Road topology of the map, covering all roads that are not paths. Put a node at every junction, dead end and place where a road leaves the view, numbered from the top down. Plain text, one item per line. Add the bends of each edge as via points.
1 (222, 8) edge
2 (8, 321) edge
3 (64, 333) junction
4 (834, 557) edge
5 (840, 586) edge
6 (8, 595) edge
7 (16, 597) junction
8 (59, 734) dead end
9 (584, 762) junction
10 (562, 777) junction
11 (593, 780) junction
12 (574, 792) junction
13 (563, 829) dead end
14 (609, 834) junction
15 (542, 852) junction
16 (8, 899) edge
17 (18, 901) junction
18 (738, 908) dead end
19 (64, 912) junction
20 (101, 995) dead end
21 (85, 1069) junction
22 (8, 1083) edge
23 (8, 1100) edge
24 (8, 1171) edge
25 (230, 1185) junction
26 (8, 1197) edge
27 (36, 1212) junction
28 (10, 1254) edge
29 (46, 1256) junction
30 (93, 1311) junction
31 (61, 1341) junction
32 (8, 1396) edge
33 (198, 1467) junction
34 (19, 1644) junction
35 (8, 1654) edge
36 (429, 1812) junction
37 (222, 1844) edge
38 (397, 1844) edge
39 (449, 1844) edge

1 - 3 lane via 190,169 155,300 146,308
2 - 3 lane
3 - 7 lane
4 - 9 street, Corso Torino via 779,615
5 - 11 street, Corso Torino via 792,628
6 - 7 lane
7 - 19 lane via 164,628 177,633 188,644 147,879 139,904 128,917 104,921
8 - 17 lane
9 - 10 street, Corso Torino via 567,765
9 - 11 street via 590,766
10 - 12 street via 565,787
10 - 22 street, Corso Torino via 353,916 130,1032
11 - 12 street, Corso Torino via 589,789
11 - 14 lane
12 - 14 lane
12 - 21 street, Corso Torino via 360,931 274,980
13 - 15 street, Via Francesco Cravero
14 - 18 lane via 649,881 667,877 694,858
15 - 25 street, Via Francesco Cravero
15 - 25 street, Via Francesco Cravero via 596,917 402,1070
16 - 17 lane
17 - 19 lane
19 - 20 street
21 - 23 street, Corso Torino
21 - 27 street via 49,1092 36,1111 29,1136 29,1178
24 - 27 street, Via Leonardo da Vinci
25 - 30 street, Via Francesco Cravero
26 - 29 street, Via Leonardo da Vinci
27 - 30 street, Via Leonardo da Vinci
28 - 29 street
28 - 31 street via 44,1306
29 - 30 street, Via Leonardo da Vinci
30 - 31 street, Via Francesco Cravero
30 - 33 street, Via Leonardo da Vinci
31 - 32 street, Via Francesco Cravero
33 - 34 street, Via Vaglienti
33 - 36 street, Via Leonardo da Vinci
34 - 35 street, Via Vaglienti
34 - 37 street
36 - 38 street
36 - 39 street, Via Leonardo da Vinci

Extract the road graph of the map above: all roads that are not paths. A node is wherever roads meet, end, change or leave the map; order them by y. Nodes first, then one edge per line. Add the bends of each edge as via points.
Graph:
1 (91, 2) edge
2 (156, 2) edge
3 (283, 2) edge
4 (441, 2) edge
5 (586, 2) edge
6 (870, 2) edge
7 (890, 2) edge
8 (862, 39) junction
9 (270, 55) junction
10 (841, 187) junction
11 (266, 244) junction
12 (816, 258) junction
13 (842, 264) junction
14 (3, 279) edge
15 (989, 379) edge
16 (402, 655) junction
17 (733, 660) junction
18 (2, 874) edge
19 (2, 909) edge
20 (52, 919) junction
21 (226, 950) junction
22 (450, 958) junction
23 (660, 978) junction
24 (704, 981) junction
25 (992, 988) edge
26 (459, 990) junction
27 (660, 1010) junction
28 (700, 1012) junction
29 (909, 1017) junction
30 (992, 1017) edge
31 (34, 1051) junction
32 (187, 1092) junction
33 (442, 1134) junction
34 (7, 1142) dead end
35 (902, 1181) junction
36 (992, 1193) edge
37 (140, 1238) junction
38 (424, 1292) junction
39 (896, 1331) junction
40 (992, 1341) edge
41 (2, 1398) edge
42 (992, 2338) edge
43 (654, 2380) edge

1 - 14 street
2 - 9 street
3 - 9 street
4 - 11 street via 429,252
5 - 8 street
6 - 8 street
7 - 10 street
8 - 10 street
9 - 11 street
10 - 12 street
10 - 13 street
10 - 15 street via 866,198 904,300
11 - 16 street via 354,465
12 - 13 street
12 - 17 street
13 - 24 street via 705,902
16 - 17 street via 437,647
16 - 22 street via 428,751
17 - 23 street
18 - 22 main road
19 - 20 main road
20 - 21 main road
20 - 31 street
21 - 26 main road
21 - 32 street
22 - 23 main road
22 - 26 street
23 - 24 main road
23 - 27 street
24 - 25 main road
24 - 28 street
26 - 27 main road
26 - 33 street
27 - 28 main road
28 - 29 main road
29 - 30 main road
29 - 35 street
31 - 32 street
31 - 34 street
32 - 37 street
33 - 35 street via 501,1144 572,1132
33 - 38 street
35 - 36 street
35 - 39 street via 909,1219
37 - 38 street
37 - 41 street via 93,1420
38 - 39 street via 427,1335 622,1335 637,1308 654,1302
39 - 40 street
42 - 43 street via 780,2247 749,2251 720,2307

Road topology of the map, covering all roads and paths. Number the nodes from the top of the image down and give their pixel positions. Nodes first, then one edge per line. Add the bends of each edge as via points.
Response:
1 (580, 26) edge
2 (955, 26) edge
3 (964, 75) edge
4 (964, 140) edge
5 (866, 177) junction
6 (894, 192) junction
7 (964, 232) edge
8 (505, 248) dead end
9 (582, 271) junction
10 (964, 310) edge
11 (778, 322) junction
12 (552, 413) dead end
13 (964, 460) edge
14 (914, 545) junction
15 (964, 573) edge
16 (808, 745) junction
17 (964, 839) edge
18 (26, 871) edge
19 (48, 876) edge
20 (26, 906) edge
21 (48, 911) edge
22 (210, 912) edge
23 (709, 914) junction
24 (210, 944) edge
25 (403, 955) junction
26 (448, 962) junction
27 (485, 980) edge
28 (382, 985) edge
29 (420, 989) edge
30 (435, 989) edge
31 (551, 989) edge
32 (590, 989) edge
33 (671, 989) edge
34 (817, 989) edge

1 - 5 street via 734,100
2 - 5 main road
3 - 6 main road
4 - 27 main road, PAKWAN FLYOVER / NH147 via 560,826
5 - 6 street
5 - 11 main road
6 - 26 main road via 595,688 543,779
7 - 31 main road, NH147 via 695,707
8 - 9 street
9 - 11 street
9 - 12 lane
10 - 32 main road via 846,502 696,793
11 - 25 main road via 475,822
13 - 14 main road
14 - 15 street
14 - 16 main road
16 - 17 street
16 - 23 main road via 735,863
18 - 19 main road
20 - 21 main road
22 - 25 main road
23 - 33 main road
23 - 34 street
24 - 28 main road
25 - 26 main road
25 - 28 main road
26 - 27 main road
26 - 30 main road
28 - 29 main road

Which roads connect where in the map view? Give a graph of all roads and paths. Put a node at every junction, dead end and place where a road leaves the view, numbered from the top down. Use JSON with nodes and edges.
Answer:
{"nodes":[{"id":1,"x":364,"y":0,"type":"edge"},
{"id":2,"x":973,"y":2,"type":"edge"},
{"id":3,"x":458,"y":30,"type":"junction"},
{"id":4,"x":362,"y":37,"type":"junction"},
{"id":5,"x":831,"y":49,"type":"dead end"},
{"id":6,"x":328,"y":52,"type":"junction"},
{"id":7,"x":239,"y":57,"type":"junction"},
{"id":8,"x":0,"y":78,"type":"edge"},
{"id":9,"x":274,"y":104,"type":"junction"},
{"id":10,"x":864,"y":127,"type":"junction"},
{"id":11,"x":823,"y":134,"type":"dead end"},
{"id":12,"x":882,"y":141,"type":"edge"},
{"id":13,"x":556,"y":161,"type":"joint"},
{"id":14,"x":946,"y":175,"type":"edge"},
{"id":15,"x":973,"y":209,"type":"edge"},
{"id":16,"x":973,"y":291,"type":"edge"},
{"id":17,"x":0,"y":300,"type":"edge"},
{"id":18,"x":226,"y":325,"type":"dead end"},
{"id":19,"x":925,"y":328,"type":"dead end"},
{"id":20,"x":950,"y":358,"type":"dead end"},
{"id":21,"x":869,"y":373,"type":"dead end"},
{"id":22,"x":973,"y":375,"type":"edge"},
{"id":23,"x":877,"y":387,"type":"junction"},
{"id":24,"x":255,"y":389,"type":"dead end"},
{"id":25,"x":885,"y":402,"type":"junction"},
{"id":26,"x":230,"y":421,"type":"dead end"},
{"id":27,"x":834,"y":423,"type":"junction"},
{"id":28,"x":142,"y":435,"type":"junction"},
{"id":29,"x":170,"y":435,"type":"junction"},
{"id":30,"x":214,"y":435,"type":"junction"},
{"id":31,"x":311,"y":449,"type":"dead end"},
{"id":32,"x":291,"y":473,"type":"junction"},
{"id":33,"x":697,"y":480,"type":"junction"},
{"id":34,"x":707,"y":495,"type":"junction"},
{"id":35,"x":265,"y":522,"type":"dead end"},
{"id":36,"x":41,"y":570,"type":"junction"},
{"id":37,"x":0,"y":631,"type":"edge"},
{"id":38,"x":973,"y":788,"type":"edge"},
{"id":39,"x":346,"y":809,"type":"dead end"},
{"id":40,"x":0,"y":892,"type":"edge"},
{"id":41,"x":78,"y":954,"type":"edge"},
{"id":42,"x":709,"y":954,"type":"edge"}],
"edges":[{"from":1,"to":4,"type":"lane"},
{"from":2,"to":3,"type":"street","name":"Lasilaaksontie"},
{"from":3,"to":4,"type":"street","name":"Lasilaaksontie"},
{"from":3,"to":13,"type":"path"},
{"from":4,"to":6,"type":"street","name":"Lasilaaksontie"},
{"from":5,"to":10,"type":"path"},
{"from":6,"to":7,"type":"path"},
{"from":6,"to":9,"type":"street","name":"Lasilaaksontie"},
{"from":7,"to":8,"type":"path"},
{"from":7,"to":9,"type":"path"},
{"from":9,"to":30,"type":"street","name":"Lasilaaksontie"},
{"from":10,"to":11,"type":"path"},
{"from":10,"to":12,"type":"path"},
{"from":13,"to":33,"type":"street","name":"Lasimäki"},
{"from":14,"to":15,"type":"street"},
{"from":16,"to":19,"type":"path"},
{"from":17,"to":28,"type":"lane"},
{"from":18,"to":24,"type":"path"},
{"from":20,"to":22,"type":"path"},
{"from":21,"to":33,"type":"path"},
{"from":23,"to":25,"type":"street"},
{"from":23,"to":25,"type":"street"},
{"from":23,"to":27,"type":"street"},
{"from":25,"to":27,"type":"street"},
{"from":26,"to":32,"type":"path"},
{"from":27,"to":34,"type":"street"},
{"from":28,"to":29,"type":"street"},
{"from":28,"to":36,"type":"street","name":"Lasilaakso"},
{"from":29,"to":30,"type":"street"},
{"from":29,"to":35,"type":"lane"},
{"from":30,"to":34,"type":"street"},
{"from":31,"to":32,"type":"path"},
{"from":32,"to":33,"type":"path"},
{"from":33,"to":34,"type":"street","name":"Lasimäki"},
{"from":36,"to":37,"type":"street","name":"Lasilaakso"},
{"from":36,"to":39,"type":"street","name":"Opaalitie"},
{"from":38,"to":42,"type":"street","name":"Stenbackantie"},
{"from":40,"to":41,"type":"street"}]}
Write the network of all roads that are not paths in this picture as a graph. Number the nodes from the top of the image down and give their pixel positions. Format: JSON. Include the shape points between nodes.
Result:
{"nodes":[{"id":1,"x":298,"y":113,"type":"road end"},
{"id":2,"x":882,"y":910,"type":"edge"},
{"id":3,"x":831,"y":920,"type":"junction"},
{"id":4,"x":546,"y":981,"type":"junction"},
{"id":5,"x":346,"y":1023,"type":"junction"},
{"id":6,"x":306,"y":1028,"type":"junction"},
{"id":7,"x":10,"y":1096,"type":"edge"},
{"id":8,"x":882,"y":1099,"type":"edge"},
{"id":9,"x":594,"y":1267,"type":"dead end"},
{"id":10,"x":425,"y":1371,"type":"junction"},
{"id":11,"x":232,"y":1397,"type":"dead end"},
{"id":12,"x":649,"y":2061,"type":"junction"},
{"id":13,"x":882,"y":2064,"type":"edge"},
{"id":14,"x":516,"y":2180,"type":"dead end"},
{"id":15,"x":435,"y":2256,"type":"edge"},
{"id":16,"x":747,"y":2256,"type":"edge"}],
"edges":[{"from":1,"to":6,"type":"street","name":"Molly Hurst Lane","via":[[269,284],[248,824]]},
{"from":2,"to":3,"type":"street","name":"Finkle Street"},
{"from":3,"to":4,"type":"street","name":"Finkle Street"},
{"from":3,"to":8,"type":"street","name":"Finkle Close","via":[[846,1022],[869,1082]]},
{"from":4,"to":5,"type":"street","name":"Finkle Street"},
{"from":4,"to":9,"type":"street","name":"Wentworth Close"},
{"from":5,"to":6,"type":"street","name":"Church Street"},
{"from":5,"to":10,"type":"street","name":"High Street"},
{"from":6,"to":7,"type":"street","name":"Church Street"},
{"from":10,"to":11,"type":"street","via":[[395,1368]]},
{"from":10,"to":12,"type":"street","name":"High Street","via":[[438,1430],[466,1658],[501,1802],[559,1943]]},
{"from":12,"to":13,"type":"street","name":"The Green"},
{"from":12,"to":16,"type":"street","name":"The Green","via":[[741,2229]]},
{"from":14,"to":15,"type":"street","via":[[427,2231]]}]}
# # # #
=== Work to complete ===
Find "view" in the preceding records. Copy each line that holds it.

=== Your response ===
Road topology of the map, covering all roads that are not paths. Put a node at every junction, dead end and place where a road leaves the view, numbered from the top down. Plain text, one item per line. Add the bends of each edge as via points.
Which roads connect where in the map view? Give a graph of all roads and paths. Put a node at every junction, dead end and place where a road leaves the view, numbered from the top down. Use JSON with nodes and edges.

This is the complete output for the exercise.